I started out packing lightly. Envisioning myself as so utterly carefree, that all I’d need is underwear, a sarong, slops, and a bikini. Makeup…pffft. Only natural and whimsical I’d be. But it’s hard to take the city out of the girl, and I wasn’t yet ‘Bali-fied.’  So, I added another dress. Then I added another in case that dress was too short (nothing is too short for Bali). What if I needed these 2 extra pairs of shorts, in case the other 3 pairs of shorts clashed with the 5 strappy tops? I added extra shirts too. Including a long-sleeved collared shirt that would prove about as necessary as closed shoes (yes, I packed 2 pairs of those). And surely 2 bikinis wouldn’t be enough? Yup, in went another. Ever prudent, I threw in my denim jacket and jeans for those cold days. There are no cold days in Bali. 

But that’s not all. I felt it important to take along a camera tripod. Yes, the metal ones. No, I’m not a photographer. Perhaps the energy of Bali, however, would uncover my until-now undiscovered photographic genius. It didn’t. If you’re not a photographer, your phone will more than suffice.

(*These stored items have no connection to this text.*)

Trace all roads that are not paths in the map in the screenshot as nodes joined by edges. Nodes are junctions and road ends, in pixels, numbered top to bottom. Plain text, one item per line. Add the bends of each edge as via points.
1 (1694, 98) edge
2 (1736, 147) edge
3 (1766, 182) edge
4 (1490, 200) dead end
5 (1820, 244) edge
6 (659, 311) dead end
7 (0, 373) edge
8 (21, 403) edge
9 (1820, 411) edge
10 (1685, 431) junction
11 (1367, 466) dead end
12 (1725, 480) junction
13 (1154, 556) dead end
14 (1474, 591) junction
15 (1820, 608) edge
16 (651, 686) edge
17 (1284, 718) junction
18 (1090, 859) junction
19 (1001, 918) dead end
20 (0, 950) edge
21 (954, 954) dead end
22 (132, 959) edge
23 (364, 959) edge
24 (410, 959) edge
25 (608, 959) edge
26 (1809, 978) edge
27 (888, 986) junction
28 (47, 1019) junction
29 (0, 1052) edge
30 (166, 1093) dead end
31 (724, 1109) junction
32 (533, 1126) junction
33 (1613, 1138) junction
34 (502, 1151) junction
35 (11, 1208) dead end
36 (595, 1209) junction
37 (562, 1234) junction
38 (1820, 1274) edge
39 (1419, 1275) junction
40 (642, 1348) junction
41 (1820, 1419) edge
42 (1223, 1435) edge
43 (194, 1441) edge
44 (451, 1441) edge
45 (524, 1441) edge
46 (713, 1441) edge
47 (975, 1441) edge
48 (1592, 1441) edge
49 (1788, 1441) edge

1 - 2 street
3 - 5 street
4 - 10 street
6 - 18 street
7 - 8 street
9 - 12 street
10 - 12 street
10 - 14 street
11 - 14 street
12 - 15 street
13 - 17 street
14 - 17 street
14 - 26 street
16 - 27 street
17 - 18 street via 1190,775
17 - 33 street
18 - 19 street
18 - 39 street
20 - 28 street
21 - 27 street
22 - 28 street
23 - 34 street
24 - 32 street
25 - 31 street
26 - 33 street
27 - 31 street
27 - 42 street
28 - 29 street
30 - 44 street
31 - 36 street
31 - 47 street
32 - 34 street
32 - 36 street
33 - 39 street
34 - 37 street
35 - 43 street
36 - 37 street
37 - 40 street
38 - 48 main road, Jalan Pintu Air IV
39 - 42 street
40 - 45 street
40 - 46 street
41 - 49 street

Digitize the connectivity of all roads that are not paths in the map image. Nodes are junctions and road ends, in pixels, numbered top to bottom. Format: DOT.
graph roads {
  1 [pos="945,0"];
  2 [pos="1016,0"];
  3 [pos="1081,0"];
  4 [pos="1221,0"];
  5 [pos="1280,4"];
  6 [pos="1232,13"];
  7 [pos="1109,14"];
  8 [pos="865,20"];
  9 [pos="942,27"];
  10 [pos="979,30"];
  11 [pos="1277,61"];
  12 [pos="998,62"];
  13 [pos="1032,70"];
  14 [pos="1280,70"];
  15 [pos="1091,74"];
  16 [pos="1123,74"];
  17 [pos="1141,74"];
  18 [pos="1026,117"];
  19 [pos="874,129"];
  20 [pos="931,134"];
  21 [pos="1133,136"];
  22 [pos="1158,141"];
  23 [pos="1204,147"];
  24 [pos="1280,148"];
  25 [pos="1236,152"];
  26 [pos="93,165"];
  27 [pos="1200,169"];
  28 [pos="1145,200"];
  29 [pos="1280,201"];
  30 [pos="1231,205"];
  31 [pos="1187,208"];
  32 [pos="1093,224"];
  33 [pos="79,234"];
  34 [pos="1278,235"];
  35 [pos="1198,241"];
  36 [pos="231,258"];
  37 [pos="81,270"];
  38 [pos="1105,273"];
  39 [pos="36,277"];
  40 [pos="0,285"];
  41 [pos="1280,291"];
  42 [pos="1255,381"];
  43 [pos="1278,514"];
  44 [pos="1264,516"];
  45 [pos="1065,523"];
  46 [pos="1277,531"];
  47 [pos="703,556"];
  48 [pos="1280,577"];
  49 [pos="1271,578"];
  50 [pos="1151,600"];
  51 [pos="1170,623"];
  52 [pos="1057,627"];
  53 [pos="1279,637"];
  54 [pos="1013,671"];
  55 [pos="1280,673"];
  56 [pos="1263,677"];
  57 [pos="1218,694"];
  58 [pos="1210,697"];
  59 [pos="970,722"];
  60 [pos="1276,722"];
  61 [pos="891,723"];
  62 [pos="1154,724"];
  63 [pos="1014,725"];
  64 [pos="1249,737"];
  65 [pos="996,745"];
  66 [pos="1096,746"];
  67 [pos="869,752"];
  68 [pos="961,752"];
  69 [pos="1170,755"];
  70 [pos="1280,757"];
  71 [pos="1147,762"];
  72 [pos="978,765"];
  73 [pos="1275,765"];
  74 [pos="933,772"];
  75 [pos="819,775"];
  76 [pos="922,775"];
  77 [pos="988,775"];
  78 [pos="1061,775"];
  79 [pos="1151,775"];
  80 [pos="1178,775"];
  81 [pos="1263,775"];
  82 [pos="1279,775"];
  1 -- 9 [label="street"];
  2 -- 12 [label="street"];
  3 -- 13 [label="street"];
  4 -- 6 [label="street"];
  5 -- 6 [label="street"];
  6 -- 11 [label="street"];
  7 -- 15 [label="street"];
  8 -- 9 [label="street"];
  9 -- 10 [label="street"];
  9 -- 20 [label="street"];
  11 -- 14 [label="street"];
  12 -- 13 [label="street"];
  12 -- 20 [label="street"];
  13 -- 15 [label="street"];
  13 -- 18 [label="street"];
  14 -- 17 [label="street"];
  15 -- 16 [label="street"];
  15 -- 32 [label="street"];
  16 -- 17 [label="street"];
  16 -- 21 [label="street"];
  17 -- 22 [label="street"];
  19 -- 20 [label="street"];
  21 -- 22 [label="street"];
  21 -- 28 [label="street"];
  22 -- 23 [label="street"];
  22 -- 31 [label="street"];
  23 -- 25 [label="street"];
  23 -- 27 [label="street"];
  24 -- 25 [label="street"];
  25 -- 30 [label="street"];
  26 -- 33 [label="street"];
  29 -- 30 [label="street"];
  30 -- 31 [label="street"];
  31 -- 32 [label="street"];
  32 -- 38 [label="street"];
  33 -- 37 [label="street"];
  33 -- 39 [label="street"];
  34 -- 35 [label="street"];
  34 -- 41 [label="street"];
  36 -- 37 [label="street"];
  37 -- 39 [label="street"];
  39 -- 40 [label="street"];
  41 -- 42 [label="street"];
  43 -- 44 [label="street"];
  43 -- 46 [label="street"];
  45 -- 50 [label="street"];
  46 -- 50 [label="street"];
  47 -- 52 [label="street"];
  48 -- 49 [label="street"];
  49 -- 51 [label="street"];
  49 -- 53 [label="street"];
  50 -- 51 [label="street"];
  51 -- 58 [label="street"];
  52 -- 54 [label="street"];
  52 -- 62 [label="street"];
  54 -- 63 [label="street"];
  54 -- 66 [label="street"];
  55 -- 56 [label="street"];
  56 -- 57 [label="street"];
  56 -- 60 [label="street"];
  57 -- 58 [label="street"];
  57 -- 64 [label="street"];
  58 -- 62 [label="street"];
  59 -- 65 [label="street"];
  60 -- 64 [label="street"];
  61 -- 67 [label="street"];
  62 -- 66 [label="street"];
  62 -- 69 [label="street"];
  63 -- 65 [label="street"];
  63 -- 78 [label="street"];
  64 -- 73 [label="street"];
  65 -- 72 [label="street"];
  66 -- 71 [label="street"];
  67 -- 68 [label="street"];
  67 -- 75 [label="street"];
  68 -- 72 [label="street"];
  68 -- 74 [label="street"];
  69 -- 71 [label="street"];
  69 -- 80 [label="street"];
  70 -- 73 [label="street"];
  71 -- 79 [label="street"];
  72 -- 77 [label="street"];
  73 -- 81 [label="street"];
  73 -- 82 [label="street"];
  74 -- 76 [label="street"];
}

Let’s talk makeup. It’s impractical to wear during the day. Your mascara will smudge because you are either in the sea or a pool. Your concealer will rub off. No one wears lipstick. However, when we headed out in the evenings, it felt good to add a touch of makeup. But base – never – it’ll just melt. Take very few basic cosmetics and pack them in your main luggage. If you do need some on hand for airport showers, remember to follow the regulations with regards to liquids in your hand luggage to avoid confiscation.

In short, pack light, then pack lighter. By day two, you will surrender to the laid-back Bali life. You will need less and you will care less about how you look. Road-side shopping in Bali is exceptional and cheap. I ended up wearing what I bought there – light skirts, bare-backed short jumpsuits, and cool, breezy dresses. I reckon I wore a fifth of what I packed.  You don’t even need to pack a towel.

The most important thing to pack? Sunscreen, sunglasses, and a hat. And yes, boys, that includes you.

4. Have some dollars on hand BEFORE arriving in Bali.

All three of our cards in all three of the airport ATMs didn’t work. There we stood, three perplexed penniless blondes suddenly feeling very far from home. It was no longer just me looking like the cat from Shrek.

‘Let’s just get to the hotel. I know we can’t pay them, but I’m sure they won’t chuck us out,’ I said in a pretend-positive way. Very fortunately, the most astute of us three (not me) had pre-paid for a hotel shuttle. We would have been a bit stuffed otherwise. ‘We’re looking for a guy with my name written on a board,’ she announced. ‘He says he’ll be just outside the exit holding a board with my name on it.’

Picture a soccer stadium where every spectator is holding up a handwritten board hoping to be spotted on the TV cameras. There were roughly that many taxi drivers, each clutching a name board. It was also at least five-thousand degrees with humidity levels that scoff at Durban’s. I was wearing a jersey, leggings, sneakers, and an insanely heavy backpack (again – don’t pack the tripod). Awesome.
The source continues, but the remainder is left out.